Workplace harassment takes many forms.

===== Sexual harassment =====
Sexual assault is one form of widely known physical harassment. Sexual assault in the workplace has gained media and academic attention mainly in the 1990s after a series of famous sex scandals. "Among the most notorious are the 1991 congressional hearings on the alleged sexual harassment of Anita Hill by Clarence Thomas, nominee to the Supreme Court; the sexual assault on female officers at a party during the 1991 annual convention of Navy fighter pilots; the dismissal of Air Force pilot Kelly Flinn for adultery in 1997; the 1998 trial and acquittal of the top ranking Army enlisted man on charges of sexual harassment; and the independent counsel investigations of President Clinton's sexual affairs with subordinates." With this cascade of sex scandals, the media and scholars have focused on developing more studies on sexual harassment in workplaces. Sexual assault becomes difficult to define, as the distinction between sexual harassment and consensual sexual behaviors is not finely delineated. Some occupations require a higher tolerance to sexual behaviors, such as waitresses and tour guides. More specifically, the employers for these occupations expect the workers to comply with the level of sexual interactions the workers would have with the customers. This unquestioned expectation from the employers then pushes the workers to see only two options. The workers would have to accept the sexual harassment from customers as "part of the job", or report the sexual harassment to the manager and get fired. Adding onto the pressure, reporting sexual assault comes with criticism from co-workers, as they see the sexual assault as part of the job requirement.

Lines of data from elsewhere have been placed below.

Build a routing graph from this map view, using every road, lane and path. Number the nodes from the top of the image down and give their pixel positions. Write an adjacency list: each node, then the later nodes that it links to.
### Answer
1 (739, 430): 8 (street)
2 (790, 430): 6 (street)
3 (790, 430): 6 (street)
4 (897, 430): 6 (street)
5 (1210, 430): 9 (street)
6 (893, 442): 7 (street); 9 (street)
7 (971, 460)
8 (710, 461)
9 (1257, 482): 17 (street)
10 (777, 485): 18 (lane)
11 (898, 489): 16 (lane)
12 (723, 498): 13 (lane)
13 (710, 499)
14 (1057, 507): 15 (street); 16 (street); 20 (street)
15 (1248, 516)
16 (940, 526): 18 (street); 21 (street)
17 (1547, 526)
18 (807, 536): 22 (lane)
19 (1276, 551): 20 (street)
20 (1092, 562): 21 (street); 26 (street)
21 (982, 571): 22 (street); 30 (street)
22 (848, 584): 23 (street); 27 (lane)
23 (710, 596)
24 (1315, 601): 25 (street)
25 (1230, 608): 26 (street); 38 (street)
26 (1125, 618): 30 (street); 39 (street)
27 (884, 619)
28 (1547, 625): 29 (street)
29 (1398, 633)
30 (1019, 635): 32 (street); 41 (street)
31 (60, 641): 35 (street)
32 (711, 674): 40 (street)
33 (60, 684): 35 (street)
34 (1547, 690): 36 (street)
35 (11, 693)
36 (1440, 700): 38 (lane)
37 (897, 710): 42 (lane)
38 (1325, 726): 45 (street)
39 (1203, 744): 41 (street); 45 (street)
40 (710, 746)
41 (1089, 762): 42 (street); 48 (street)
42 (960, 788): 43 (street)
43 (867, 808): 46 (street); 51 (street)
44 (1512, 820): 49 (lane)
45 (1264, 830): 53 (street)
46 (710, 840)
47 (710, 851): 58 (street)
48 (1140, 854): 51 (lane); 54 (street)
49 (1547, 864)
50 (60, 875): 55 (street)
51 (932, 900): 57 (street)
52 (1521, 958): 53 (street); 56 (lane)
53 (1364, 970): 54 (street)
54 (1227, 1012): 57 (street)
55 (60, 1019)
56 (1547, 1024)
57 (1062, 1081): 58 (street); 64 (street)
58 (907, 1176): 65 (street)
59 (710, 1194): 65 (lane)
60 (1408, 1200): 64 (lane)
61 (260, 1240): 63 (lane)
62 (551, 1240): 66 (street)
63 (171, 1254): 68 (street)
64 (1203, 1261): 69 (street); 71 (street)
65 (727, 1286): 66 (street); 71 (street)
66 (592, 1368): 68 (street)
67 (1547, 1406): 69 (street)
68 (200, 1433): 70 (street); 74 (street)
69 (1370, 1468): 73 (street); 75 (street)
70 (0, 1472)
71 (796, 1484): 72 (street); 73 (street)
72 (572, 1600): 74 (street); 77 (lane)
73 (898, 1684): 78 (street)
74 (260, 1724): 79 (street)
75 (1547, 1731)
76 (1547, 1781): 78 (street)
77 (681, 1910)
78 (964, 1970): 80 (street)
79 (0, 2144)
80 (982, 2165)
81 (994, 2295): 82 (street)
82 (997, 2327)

The prevalence of sexual harassment at work is high. For example, a study by the U.S. Merit Systems Protection Board in 1981 shows that among the female government employees, 33 percent experienced sexual comments, 26 percent had unwanted physical touching, and 15 percent was pressured for dates. Moreover, "Nearly 10% had been directly pressured for sexual cooperation, and a similar percentage described repeated telephone calls and unwelcome letters or notes." Other than this example, Fitzgerald states that "the enormity of such figures is difficult to grasp, indicating as they do that virtually millions of women are subjected to experiences ranging from insults to assault—many on an ongoing or recurrent basis— as the price of earning a living."

===== Workplace violence =====
Another form of physical harassment at work is workplace violence. Workplace violence is defined as physical threats and assaults targeted at employees. There are two main perpetrators for workplace violence: criminals who approached as clients, and co-workers. The criminals assert violence through the forms of robberies and homicides, and the rate of homicides in the workplace has risen significantly over the past 20 years. According to the National Institute for Occupational Safety and Health (NIOSH), 9,937 workplace homicides happened in the time period of 1980 to 1992, which averages out to about 800 homicides per year. "In 1989, homicide was the third leading cause of death in the workplace for all employees. By 1993, homicide had become the second-leading cause of death on-the-job for all employees and had become the leading cause of death for women." Most of these homicides are by criminals, as the Bureau of Labor Statistics found that only 59 of the 1,063 were co-worker-related homicides, and the rest were made by criminals.

The workplace violence perpetrated by co-workers tends to be less obvious. The Northwestern National Life (1993) study showed 15 percent of respondents experienced physical attack at work, and 14 percent of respondents reported being physically attacked in the past 12 months. The acts of violence in workplace consist of pushing or shoving, fistfights, and rape. The SHRM study that interviewed 1,016 human resource professionals, "22% reported incidents of pushing or shoving, 13% reported fist fights, and 1% reported rape or sexual assault." Much of the physical violence on workers is preceded by physiological aggression, hinting that emotional harassment may be the cause for workplace violence.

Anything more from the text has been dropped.